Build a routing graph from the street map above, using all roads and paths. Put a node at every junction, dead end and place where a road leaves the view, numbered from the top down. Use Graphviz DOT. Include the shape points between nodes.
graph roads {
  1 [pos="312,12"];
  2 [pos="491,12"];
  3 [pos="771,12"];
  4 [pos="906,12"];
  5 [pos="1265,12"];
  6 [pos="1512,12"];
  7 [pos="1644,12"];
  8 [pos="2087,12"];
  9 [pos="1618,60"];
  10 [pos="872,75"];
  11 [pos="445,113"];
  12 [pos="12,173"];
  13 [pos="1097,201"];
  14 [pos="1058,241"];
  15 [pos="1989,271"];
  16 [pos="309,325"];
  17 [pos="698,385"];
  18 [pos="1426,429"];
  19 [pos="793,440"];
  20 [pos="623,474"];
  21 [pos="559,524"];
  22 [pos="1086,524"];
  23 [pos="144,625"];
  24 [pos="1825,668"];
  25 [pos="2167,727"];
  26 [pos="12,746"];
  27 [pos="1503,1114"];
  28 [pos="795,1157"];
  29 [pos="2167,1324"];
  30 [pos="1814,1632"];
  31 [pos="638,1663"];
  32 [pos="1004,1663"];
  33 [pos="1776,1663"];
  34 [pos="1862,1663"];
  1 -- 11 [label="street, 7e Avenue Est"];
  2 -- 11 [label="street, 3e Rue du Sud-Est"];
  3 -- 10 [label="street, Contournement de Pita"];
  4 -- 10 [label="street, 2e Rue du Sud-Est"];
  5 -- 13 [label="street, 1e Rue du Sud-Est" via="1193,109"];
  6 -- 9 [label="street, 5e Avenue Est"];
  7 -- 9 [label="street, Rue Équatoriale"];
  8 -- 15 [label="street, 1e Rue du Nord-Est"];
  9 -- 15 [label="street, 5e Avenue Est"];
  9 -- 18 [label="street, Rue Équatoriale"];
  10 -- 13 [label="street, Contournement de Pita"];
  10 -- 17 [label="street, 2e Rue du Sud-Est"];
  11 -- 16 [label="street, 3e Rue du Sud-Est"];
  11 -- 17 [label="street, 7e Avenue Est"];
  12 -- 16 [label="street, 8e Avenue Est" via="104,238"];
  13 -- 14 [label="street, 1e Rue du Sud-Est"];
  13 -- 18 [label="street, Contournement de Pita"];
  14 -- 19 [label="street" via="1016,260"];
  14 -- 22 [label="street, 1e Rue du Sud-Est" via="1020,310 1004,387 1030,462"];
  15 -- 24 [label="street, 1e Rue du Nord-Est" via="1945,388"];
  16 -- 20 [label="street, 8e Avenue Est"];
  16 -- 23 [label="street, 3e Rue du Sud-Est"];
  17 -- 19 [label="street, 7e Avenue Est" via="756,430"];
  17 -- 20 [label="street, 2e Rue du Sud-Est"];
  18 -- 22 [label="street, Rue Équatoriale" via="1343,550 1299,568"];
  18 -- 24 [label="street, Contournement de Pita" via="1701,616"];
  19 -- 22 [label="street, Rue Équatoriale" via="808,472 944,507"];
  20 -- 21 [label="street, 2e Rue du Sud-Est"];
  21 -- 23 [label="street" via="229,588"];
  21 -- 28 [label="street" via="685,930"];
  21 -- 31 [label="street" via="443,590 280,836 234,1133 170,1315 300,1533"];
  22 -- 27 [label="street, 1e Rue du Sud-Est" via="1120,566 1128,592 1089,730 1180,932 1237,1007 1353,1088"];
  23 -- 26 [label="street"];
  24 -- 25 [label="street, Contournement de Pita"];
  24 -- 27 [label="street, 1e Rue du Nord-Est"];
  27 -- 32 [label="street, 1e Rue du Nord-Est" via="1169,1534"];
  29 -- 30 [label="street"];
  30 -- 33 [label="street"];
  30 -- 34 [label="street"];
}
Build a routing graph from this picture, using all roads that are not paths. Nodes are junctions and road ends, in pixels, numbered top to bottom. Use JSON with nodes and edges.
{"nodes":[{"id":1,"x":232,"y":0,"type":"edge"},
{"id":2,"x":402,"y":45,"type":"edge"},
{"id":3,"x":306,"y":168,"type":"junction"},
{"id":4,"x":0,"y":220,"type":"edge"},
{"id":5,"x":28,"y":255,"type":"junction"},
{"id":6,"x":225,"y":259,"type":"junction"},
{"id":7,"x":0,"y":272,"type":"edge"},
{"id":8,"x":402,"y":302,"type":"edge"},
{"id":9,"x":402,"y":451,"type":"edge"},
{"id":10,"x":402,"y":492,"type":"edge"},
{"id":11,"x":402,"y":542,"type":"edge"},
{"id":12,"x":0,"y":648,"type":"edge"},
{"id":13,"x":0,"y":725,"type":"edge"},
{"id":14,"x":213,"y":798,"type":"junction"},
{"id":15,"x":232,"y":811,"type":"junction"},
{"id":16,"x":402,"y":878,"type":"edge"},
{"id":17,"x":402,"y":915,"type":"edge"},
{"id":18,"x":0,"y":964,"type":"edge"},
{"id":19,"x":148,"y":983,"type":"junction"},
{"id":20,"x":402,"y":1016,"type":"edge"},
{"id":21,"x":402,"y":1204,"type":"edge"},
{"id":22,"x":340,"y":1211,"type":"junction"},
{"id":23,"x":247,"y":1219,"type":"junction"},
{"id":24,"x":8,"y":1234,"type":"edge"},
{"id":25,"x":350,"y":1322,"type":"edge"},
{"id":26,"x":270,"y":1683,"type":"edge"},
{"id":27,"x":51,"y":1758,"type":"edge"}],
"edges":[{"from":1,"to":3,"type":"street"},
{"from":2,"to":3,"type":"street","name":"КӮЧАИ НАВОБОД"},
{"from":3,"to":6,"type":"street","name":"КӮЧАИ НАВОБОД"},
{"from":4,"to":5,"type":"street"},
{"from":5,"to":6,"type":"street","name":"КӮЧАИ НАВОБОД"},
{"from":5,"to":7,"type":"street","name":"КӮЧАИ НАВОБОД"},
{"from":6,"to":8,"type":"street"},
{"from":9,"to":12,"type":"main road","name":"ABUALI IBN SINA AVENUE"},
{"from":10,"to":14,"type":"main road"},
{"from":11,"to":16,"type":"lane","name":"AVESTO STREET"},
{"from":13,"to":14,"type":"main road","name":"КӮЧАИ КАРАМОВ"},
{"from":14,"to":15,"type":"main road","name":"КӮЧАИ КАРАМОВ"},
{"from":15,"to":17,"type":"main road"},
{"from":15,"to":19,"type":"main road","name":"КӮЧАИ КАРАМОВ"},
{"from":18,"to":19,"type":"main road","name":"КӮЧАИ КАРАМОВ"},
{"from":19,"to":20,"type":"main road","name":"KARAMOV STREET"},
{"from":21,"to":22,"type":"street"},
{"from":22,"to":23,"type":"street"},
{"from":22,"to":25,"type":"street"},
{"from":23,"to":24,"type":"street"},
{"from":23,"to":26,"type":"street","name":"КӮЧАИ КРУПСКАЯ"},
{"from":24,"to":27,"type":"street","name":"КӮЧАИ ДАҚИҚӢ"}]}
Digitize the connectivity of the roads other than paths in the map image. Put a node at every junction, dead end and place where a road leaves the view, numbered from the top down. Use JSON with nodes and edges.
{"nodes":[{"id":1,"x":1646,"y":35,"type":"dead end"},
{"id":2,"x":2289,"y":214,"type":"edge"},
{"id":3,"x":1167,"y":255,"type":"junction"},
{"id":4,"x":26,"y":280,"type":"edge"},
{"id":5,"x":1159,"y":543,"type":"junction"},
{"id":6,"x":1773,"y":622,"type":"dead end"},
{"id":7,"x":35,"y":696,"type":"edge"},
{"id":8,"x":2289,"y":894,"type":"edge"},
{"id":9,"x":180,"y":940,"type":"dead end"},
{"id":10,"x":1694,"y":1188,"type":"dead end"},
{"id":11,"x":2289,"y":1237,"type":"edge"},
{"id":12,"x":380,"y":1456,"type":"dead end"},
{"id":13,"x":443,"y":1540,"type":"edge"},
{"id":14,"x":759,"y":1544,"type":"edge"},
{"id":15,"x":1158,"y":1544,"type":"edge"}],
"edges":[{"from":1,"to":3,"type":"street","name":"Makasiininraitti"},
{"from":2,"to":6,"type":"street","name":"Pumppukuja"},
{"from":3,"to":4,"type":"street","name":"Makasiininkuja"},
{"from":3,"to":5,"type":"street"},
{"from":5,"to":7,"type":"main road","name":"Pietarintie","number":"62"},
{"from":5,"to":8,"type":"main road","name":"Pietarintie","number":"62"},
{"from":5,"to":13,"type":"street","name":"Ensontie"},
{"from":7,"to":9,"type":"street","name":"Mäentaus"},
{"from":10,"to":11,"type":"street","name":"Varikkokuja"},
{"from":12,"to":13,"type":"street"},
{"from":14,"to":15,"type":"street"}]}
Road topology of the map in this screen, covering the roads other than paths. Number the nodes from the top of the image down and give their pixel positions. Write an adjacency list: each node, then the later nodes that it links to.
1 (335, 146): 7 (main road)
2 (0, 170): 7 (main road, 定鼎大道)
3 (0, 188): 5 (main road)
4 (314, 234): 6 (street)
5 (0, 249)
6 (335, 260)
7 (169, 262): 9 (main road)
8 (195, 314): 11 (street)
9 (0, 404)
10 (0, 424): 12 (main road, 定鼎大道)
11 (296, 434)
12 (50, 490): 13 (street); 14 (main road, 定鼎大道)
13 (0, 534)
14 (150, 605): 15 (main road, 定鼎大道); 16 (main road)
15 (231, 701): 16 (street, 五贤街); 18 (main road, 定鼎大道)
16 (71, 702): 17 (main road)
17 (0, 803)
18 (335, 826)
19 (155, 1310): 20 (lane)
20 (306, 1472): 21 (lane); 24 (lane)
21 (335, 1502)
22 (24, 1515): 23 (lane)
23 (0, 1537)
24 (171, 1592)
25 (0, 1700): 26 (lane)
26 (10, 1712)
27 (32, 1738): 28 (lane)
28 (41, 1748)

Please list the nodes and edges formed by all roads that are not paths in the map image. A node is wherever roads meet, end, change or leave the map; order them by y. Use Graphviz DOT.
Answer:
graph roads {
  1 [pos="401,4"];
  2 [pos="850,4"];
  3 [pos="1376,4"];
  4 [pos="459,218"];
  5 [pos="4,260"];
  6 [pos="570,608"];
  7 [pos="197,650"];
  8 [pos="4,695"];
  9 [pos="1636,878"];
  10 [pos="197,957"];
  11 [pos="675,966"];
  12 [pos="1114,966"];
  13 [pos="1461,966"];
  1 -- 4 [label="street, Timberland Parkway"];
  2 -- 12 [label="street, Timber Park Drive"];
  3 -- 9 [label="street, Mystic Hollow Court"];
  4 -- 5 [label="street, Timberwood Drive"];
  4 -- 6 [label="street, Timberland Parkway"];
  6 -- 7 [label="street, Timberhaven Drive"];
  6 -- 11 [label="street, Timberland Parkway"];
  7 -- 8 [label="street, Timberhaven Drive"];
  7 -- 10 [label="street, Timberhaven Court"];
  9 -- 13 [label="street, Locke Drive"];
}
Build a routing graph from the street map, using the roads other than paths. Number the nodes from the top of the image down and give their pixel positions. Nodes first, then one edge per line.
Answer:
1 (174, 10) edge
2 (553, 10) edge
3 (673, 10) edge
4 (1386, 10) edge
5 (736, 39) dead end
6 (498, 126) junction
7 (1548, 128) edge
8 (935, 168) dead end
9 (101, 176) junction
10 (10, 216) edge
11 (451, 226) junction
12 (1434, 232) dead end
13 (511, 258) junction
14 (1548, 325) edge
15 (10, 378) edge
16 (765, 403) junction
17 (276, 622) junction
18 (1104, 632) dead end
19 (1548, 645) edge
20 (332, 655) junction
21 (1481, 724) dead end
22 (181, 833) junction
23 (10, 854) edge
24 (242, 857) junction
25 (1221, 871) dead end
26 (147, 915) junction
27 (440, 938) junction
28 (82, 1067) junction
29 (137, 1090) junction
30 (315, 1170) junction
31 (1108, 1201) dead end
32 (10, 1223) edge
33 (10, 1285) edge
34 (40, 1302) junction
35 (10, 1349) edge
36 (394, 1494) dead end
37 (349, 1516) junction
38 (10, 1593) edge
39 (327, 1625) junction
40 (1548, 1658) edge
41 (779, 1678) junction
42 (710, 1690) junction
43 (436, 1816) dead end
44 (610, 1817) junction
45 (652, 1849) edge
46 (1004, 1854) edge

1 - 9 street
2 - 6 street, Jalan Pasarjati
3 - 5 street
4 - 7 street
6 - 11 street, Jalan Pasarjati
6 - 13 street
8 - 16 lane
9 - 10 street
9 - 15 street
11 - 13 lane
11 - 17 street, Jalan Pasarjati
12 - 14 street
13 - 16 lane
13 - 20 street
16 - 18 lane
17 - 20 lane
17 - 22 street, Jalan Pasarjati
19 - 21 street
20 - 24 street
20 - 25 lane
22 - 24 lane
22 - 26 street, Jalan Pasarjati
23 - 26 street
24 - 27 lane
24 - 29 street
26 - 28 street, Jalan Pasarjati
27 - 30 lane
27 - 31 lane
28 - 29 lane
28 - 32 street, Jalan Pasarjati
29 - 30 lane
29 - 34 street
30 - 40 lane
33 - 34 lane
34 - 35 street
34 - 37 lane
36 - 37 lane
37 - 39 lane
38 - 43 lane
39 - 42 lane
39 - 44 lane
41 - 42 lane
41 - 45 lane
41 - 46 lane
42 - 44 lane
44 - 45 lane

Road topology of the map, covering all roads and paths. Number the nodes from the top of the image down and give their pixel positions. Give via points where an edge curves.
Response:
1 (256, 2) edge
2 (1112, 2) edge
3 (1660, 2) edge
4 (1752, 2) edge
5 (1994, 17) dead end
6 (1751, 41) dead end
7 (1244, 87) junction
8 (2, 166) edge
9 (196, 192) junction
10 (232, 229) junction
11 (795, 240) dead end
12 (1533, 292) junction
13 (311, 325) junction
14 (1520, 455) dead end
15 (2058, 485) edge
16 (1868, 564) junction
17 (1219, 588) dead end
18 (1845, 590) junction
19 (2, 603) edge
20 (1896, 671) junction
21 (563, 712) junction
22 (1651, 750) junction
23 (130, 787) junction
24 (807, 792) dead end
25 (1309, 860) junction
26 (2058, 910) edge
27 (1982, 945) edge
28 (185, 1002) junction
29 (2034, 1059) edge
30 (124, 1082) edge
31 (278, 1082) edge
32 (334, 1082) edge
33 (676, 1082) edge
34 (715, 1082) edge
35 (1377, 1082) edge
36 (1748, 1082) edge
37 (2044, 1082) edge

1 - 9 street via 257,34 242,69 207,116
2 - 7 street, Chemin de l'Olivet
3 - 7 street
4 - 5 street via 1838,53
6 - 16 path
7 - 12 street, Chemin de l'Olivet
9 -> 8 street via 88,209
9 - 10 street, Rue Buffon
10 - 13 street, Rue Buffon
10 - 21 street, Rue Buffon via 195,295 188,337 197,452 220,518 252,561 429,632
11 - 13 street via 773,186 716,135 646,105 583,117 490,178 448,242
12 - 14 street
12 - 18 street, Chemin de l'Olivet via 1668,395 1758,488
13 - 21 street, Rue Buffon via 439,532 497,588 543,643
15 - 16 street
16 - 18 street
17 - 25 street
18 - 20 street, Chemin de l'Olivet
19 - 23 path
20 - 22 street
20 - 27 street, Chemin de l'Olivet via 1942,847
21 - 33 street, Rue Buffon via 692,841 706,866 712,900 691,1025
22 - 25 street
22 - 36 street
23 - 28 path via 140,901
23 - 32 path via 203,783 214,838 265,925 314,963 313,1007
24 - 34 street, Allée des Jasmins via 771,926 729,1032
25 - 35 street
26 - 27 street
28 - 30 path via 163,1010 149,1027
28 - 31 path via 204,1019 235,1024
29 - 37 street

+ + + +

▶ What you should do:
Every line of the data that includes the word "Olivet" should be copied.

▶ Answer to this problem:
2 - 7 street, Chemin de l'Olivet
7 - 12 street, Chemin de l'Olivet
12 - 18 street, Chemin de l'Olivet via 1668,395 1758,488
18 - 20 street, Chemin de l'Olivet
20 - 27 street, Chemin de l'Olivet via 1942,847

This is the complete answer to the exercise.